According to the production method in the embodiment, a nucleic acid array can be produced using a smaller amount of light exposure than that of a conventional method. Furthermore, since a light transmitting resin which is easily obtained and inexpensive can be used as the light transmitting resin, the cost of nucleic acid synthesis can be reduced. In addition, the fining of an array is also possible by controlling the film thickness and pattern light exposure of the light transmitting resin.

For this reason, according to the production method in the embodiment, it is possible to provide a method for producing a nucleic acid array which enables the fining of an array and has a high throughput.
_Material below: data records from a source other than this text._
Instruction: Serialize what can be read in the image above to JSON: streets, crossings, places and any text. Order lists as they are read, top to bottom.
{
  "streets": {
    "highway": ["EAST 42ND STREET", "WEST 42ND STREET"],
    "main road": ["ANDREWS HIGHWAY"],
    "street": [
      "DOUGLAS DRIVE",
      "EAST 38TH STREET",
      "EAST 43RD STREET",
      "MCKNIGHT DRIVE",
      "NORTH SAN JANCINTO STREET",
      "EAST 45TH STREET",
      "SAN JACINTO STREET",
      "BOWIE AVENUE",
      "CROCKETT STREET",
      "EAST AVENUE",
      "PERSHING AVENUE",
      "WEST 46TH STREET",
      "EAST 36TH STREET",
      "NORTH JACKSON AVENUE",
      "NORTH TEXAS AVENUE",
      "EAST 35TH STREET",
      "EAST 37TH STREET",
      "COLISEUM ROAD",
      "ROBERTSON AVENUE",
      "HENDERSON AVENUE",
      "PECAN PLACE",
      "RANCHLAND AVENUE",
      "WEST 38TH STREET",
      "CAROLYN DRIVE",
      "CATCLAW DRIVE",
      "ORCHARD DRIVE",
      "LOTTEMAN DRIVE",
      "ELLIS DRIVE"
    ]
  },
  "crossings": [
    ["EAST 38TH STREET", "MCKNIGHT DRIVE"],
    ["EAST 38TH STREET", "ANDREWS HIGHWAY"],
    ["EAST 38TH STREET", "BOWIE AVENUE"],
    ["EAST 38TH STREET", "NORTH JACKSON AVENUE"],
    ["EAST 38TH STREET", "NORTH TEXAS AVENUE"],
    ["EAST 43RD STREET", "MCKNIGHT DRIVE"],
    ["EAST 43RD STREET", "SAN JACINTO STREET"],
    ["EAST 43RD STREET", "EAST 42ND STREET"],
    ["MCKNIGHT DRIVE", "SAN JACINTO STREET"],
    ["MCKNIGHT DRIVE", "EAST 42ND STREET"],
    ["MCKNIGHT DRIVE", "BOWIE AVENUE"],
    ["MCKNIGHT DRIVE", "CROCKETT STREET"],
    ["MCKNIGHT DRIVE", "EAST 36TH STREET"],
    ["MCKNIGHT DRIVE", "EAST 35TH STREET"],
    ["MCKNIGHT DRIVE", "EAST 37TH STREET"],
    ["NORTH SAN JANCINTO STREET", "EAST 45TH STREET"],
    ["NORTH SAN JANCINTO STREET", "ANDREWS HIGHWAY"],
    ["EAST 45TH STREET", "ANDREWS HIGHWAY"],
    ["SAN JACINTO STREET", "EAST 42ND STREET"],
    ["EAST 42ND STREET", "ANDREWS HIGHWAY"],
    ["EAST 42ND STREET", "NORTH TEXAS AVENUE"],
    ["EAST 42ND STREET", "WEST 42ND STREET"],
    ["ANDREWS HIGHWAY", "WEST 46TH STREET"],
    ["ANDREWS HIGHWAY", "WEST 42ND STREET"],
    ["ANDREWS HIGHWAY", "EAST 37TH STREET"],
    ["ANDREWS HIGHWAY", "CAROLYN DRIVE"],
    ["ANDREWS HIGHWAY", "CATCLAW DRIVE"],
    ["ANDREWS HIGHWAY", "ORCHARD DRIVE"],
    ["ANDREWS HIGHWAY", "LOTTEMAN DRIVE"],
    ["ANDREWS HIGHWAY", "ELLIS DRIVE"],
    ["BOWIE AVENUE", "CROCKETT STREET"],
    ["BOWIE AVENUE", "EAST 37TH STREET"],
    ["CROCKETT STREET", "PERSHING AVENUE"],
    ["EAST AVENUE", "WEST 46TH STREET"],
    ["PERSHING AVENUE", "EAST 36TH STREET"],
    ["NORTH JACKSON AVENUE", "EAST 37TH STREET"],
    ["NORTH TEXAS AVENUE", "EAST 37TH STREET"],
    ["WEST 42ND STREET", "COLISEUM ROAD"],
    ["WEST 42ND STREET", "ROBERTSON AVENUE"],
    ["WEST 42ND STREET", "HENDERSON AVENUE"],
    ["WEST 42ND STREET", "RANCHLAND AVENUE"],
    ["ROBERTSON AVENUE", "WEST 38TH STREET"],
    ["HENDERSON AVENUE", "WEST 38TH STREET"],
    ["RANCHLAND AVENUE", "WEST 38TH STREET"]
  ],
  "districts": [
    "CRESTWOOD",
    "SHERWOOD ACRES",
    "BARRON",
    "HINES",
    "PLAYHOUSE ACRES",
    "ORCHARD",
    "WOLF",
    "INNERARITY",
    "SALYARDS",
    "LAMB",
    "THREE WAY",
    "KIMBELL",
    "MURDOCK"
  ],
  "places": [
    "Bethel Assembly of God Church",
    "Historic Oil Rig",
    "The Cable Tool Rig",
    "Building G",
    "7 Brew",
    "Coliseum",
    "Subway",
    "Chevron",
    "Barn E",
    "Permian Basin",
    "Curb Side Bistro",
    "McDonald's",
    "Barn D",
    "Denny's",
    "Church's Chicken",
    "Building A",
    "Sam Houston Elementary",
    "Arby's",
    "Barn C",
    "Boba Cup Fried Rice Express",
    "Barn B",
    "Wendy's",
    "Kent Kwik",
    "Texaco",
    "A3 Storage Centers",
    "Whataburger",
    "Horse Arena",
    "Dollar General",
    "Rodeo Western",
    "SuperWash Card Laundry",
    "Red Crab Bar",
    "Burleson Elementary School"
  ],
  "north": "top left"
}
<<Device for Producing Nucleic Acid Array>>

In an embodiment, the present invention provides a device for producing a nucleic acid array for realizing the method for producing a nucleic acid array in the embodiment. The device for producing a nucleic acid array in the embodiment includes: a PAG layer formation part which is configured to form a layer (a PAG layer) made of a resin composition containing a PAG for generating an acid as a result of being exposed to light on a solid phase which has molecules immobilized therein and having functional groups protected by acid-decomposable protective groups; a light exposure part which is configured to expose a desired position of the PAG layer to light; a PAG layer removal part which is configured to remove the PAG layer which has been exposed to light; and a nucleotide derivative reaction part which is configured to bring the solid phase from which the PAG layer has been removed into contact with a nucleotide derivative having acid-decomposable protective groups.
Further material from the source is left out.